Using Conda and Slurm#

Interactive jobs#

All the difficult work is behind us. If we want to use our container interactively, we'll just use all the shortcuts we created.

1. Start an interactive job on the login node#

$ ssh klone-login
[UWNetID@klone-login01 ~]$ salloc --account=uwit --partition=ckpt \
--cpus-per-task=1 --mem=16G \
--job-name=klone-container
salloc: Pending job allocation 1234567
salloc: job 1234567 queued and waiting for resources
salloc: job 1234567 has been allocated resources
salloc: Granted job allocation 1234567
salloc: Waiting for resource configuration
salloc: Nodes n3120 are ready for job
[UWNetID@n3120 ~]$

First, we'll request an interactive job in the checkpoint partition, with a single CPU and 16GB of memory. The most important part, if you're going to connect directly to the node, is that you need to name the job with --job-name=klone-container so that our node-finding script works properly.

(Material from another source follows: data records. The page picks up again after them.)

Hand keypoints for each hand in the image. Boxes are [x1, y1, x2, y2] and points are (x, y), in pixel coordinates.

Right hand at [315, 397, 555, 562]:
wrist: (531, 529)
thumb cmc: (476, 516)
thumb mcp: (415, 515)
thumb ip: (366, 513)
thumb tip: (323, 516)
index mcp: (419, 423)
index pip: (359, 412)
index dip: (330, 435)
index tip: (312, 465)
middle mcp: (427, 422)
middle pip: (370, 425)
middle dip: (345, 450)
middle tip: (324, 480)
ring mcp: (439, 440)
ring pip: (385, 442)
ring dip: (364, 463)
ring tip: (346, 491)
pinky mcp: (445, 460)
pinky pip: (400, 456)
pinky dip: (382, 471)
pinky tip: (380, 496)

2. Get into our container#

[UWNetID@n3120 ~]$ ~/launch-container.sh
Apptainer>

We automated this step, too. Now we're in our container, attached to a read-write overlay filesystem.

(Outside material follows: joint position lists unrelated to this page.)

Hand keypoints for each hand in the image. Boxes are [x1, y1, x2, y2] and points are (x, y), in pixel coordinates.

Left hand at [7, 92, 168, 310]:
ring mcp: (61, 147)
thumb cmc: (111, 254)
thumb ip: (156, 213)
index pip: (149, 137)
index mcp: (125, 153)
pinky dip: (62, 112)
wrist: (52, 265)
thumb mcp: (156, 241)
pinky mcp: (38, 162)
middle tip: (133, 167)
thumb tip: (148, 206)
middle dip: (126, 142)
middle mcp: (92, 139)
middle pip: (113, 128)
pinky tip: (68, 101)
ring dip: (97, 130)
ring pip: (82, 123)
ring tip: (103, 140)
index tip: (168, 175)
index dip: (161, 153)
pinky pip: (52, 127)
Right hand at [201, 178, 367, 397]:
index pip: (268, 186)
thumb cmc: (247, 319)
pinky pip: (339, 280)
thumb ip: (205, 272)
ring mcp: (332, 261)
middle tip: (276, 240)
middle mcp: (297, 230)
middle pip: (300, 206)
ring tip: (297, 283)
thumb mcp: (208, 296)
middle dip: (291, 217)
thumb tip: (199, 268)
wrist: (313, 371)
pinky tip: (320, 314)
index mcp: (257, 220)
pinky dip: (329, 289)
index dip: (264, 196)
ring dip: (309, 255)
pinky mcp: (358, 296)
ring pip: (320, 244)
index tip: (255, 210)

3. Run Conda and Slurm commands#

Apptainer> conda
usage: conda [-h] [-V] command ...
# Truncated the remainder of the conda output
Apptainer> squeue -u $USER
JOBID PARTITION NAME USER ST TIME NODES NODELIST(REASON)
1234567 ckpt klone-co uwnetid R 10:00 1 n3120
Apptainer>

And that's all there is to it. Before we move on to non-interactive jobs, here's the background on Slurm compatibility:

What's required for Slurm?

Running Slurm in any container requires the following:

  1. The same version of Slurm running on the node (which we installed from the Hyak repository).
  2. The same user ID and group ID for the Slurm user as on the node (which we copied during the container build).
  3. Three bind-mounts to node filesystems, all of which are included in the compute node's default Apptainer configuration:
    • /var/run/munge
    • /var/run/slurm
    • /var/spool/slurmd

Non-interactive jobs#

Running non-interactive jobs is a little more complex, since we'll need to pass a script to our container. Let's say you've written a bit of code that uses one of the conda environments in your overlay: we'll call it ~/do-some-research.py. We'll start by writing a Bash script to get into the conda environment & run the script:

~/start-research.sh
#!/bin/bash
. ~/.bashrc
conda activate ResearchEnvironment
python3 ~/do-some-research.py

Don't forget to make this script executable:

[UWNetID@klone-login01 ~]$ chmod +x ~/start-research.sh

Now we'll make an SBATCH script, where we pass this script to our container:

~/research.job
#!/bin/bash
#SBATCH --job-name=research
#SBATCH --cpus-per-task=8
#SBATCH --mem=64GB
#SBATCH --account=uwit
#SBATCH --partition=compute
#SBATCH --time=8:00:00
~/launch-container-ro.sh ~/start-research.sh

This will start a job named 'research' with 8 CPUs, 64GB of RAM, and a time limit of 8 hours. Don't forget to change the account or parition. This tells our container (with our conda overlay in read-only) to run the ~/start-research.sh wrapper for our ~/do-some-research.py Python script. All that's left is to submit the job with sbatch ~/research.job and wait for the results.